##### Dataset extract
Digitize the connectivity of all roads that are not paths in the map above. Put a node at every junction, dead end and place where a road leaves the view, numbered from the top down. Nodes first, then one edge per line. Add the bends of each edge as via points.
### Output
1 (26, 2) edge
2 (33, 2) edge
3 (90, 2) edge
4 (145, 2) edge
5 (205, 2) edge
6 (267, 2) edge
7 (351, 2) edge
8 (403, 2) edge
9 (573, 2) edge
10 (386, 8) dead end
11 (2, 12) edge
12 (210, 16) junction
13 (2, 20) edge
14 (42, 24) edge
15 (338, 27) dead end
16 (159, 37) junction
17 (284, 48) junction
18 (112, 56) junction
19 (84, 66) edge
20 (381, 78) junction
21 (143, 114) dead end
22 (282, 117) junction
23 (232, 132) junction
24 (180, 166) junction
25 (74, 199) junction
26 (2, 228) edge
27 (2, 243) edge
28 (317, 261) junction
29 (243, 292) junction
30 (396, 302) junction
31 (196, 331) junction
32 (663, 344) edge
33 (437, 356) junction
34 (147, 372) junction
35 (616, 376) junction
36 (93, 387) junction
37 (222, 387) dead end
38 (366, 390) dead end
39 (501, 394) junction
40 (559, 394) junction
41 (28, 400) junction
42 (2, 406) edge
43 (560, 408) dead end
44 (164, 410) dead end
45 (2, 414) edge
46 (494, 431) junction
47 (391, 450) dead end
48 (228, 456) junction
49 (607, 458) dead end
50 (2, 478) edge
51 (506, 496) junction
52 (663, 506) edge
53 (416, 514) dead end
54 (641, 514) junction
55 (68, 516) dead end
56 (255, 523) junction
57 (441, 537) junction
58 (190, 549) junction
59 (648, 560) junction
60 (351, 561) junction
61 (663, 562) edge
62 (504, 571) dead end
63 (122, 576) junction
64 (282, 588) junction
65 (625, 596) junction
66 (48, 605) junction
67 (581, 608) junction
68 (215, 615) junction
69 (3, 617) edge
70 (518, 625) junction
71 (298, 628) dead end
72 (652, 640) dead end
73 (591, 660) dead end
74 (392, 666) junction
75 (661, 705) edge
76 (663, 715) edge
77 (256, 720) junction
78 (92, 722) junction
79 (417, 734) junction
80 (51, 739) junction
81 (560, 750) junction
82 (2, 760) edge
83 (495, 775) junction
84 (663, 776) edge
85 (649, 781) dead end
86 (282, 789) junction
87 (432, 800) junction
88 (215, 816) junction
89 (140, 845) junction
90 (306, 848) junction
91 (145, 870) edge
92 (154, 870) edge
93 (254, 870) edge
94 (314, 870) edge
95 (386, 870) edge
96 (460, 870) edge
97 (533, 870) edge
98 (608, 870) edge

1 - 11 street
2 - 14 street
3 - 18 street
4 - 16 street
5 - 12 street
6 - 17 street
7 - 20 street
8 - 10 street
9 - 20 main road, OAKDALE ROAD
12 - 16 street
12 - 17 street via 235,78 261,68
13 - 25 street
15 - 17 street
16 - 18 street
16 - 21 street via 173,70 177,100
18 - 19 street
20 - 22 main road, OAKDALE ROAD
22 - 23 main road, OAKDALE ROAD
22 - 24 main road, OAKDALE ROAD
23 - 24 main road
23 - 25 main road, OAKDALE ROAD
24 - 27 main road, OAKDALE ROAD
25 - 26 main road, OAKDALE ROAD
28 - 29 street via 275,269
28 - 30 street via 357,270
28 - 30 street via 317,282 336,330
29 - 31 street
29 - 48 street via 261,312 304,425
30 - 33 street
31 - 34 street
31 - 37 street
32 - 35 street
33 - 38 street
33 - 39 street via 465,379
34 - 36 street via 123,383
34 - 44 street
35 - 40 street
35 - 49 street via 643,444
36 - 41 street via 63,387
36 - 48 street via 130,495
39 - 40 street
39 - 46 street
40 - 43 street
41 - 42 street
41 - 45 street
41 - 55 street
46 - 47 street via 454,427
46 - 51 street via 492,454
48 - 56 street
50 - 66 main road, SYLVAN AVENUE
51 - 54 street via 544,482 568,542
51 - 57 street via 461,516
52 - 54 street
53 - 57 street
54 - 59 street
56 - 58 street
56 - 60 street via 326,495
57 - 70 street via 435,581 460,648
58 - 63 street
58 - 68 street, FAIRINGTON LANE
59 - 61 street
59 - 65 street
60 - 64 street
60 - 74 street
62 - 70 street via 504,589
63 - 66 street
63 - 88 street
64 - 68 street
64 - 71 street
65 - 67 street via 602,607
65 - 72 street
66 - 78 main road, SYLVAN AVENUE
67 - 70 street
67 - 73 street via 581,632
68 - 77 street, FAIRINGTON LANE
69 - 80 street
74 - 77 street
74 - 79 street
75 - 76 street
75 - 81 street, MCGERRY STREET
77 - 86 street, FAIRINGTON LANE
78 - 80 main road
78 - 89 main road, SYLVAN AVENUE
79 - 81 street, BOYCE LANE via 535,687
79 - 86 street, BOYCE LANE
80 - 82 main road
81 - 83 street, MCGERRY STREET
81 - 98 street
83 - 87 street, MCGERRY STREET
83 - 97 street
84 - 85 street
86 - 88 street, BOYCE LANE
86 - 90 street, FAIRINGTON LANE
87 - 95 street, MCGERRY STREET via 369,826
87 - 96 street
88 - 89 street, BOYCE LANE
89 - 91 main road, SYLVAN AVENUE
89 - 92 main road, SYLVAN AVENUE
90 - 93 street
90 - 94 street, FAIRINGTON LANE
##########
■ **Exercise aim**:
Which lines of the records hold the string "LANE"? Copy each one.

■ **Answer to this task**:
58 - 68 street, FAIRINGTON LANE
68 - 77 street, FAIRINGTON LANE
77 - 86 street, FAIRINGTON LANE
79 - 81 street, BOYCE LANE via 535,687
79 - 86 street, BOYCE LANE
86 - 88 street, BOYCE LANE
86 - 90 street, FAIRINGTON LANE
88 - 89 street, BOYCE LANE
90 - 94 street, FAIRINGTON LANE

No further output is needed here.